MuseData File Format

MuseDataTM is the primary encoding system used by the Center for Computer Assisted Research in the Humanities (CCARH). All musical information is entered and verified by the Center's personnel from established or specially commissioned editions of music. An online description of the MuseData file formats is available, taken from the book Beyond MIDI: The Handbook of Musical Codes.

MuseData files have the potential to exist in multiple formats generated from a common set of information. Most derivative encodings accommodate only some of the features included in the master MuseData encodings. The MuseData file format is designed to support applications in sound, graphics, and analysis. Derivative formats of the MuseData musical encodings which are currently in distribution are: MIDI1, MIDI+, and Humdrum.


MuseData File Organization

MuseData files are ASCII-based and are viewable in any text editor. Users should be aware that the number of files per movement and per work may vary from one format to another. Within the MuseData format this number may vary from one edition to another.

MuseData files are part-oriented. A movement from a composition is typically found divided into several files collected in a directory for that movement. The parts for MuseData files are always labeled 01 for the first part in the score, 02 for the second part in the score, etc. The part files can also contain multiple line of music, such as two flutes on one staff in an orchestral score, or two staves for piano music. MuseData files for different movements of a composition are found in separate directories usually indicating the movement number, e.g. 01, 02, etc.

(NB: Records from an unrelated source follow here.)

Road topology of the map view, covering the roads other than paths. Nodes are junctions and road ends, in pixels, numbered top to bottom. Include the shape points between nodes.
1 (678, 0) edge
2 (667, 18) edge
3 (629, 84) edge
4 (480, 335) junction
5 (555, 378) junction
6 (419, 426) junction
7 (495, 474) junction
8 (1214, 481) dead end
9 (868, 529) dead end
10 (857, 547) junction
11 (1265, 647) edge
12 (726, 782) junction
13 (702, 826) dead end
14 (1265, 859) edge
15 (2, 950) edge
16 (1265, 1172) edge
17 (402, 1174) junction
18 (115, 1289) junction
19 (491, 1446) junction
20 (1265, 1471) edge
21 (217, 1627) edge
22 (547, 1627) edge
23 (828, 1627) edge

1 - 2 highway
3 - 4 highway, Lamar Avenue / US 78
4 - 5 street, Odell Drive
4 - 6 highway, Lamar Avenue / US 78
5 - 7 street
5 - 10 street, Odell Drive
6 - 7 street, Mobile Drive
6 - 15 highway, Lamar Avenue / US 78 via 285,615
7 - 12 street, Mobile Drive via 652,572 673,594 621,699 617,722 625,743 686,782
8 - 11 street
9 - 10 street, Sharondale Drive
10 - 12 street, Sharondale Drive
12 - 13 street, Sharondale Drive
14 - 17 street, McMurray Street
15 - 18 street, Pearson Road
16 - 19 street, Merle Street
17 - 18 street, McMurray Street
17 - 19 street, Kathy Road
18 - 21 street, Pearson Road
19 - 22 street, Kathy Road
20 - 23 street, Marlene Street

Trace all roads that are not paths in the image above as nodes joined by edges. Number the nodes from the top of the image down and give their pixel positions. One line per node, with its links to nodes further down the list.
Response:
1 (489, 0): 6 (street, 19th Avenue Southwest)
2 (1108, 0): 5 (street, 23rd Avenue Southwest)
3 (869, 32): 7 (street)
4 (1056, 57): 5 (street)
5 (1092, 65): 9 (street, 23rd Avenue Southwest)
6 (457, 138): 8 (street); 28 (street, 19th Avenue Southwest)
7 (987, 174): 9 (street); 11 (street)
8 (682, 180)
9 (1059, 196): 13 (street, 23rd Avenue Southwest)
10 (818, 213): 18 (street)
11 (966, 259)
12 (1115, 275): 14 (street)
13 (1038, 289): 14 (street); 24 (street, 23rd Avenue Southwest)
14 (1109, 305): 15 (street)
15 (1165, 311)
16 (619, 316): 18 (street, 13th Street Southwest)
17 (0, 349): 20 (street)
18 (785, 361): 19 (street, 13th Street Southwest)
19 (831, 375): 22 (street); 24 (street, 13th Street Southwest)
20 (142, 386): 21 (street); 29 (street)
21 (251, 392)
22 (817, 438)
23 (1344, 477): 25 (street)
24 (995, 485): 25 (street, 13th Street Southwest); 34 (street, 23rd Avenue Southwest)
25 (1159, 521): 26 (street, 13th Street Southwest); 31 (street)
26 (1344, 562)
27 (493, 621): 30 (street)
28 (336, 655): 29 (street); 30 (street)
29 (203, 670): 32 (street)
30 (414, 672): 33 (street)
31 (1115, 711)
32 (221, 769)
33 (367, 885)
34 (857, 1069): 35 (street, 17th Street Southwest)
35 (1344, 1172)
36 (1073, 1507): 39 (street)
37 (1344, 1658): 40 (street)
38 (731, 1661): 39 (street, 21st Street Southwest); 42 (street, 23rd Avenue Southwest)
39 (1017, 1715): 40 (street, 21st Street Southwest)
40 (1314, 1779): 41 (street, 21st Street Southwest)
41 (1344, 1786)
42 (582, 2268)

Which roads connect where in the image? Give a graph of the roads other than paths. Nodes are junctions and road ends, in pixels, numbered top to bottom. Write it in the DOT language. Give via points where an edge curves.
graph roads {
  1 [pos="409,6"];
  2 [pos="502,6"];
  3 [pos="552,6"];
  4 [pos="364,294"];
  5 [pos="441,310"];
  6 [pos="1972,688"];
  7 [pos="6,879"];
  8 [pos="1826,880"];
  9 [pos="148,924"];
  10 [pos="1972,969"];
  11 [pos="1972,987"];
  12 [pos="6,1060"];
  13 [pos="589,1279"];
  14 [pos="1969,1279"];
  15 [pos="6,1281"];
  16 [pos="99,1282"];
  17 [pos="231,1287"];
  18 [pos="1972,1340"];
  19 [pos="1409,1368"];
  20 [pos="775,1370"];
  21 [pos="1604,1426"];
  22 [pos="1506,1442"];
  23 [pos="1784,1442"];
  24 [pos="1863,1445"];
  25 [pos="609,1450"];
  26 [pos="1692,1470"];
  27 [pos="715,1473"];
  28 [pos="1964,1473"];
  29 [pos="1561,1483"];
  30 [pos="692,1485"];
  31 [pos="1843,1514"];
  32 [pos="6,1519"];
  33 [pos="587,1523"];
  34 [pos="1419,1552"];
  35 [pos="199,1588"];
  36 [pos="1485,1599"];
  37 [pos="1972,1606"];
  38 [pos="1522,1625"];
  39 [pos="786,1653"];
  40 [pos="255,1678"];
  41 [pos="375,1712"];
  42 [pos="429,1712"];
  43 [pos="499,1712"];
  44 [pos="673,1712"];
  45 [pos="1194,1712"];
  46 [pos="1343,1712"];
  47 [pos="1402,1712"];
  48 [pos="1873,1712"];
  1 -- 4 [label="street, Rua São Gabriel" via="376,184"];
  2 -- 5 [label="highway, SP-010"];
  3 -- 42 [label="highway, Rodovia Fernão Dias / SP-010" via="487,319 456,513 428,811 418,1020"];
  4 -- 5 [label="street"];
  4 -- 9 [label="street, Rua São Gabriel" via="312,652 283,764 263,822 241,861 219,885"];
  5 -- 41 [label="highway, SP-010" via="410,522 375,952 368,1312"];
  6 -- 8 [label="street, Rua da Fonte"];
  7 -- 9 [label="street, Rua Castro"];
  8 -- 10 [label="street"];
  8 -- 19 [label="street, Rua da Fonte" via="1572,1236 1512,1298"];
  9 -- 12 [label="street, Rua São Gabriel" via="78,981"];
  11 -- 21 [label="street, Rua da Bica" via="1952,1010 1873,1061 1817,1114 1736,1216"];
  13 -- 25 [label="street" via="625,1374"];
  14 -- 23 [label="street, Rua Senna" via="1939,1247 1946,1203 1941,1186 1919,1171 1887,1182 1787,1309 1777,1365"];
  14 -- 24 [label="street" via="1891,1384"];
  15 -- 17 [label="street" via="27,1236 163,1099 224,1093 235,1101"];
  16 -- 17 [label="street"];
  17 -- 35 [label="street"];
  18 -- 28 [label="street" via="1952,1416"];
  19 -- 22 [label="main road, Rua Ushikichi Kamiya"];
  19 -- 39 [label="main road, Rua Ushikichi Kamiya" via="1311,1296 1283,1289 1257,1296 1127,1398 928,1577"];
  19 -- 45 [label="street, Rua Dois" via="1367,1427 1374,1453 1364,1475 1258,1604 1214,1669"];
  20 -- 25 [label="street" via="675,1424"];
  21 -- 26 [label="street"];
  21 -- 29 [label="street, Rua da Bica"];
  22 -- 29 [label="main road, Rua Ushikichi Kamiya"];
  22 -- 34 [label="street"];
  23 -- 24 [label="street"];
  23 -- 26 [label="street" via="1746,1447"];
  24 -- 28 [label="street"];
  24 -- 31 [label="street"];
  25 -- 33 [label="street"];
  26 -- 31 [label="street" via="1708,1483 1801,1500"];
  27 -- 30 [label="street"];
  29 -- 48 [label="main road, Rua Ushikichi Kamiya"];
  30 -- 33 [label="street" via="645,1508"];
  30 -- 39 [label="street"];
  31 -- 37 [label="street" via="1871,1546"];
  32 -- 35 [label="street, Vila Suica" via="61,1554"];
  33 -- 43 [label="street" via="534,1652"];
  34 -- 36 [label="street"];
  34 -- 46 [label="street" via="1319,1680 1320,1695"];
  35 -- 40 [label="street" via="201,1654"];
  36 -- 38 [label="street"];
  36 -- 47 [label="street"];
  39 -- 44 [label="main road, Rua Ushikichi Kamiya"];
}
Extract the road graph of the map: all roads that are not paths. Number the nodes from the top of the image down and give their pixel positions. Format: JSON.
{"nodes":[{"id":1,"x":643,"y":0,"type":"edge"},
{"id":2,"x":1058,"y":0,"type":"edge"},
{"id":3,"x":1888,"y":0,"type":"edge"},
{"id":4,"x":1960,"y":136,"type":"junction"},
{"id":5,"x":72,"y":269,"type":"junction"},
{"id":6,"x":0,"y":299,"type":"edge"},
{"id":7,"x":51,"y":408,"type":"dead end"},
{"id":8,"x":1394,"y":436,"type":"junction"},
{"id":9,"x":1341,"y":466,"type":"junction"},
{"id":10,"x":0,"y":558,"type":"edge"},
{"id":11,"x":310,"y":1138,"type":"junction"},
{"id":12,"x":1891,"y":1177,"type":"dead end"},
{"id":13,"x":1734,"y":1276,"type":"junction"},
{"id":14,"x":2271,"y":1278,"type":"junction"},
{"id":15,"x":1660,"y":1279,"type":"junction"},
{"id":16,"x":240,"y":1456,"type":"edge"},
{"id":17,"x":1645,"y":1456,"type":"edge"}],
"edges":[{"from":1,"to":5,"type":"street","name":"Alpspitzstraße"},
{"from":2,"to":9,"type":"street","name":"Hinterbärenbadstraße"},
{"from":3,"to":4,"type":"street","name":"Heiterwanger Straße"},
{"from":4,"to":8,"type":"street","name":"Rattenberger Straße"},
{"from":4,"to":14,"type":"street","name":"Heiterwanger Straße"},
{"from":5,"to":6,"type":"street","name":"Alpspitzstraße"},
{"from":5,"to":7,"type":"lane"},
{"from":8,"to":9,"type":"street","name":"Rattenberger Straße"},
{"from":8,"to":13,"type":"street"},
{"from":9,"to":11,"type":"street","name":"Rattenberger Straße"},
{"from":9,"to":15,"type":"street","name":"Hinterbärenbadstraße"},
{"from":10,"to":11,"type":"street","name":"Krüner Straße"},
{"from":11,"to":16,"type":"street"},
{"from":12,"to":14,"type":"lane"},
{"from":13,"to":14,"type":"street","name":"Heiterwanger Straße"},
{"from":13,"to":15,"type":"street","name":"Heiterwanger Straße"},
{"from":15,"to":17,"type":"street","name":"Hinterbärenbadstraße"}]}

The completeness of the information within files varies between two levels which in MuseData files we call Stage 1 and Stage 2. Only Stage 2 files are recommended for serious applications.

The first pass in data entry (Stage 1) captures basic information such as the duration and pitch of notes. For example, there would normally be four files (Violin 1, Violin 2, Viola, Cello) for each movement of a string quartet. If the quartet movement begins in duple meter, changes to triple meter, and then reverts to duple meter each metrical section will have its own set of parts. Thus there would be twelve files for the movement.

The second pass in data entry (Stage 2) supplies all information which cannot be reliably captured from an electronic keyboard. This includes indications for tempo, dynamics, and articualtion; text underlay; stem, beam, and slur information, and many other details which are essential for notational output of professional quality.

Human judgment is applied in Stage 2. Thus when the string-quartet movement cited above is converted to Stage 2, the three metrical sections for each instrument captured from keyboard input will be chained into one movement each. The movement will now have four data files (one each for Violin 1, Violin 2, Viola, Cello).

Human judgment also supplies corrections and annotations to the data. Some kinds of errors (for example, incomplete measures) must be corrected for the data to make sense to user software. Matters which are more discretionary (such as optional alterations of ornaments or accidentals in earlier repertories) are usually left unchanged. Discretionary decisions are annotated in the files which allow for editorial markings.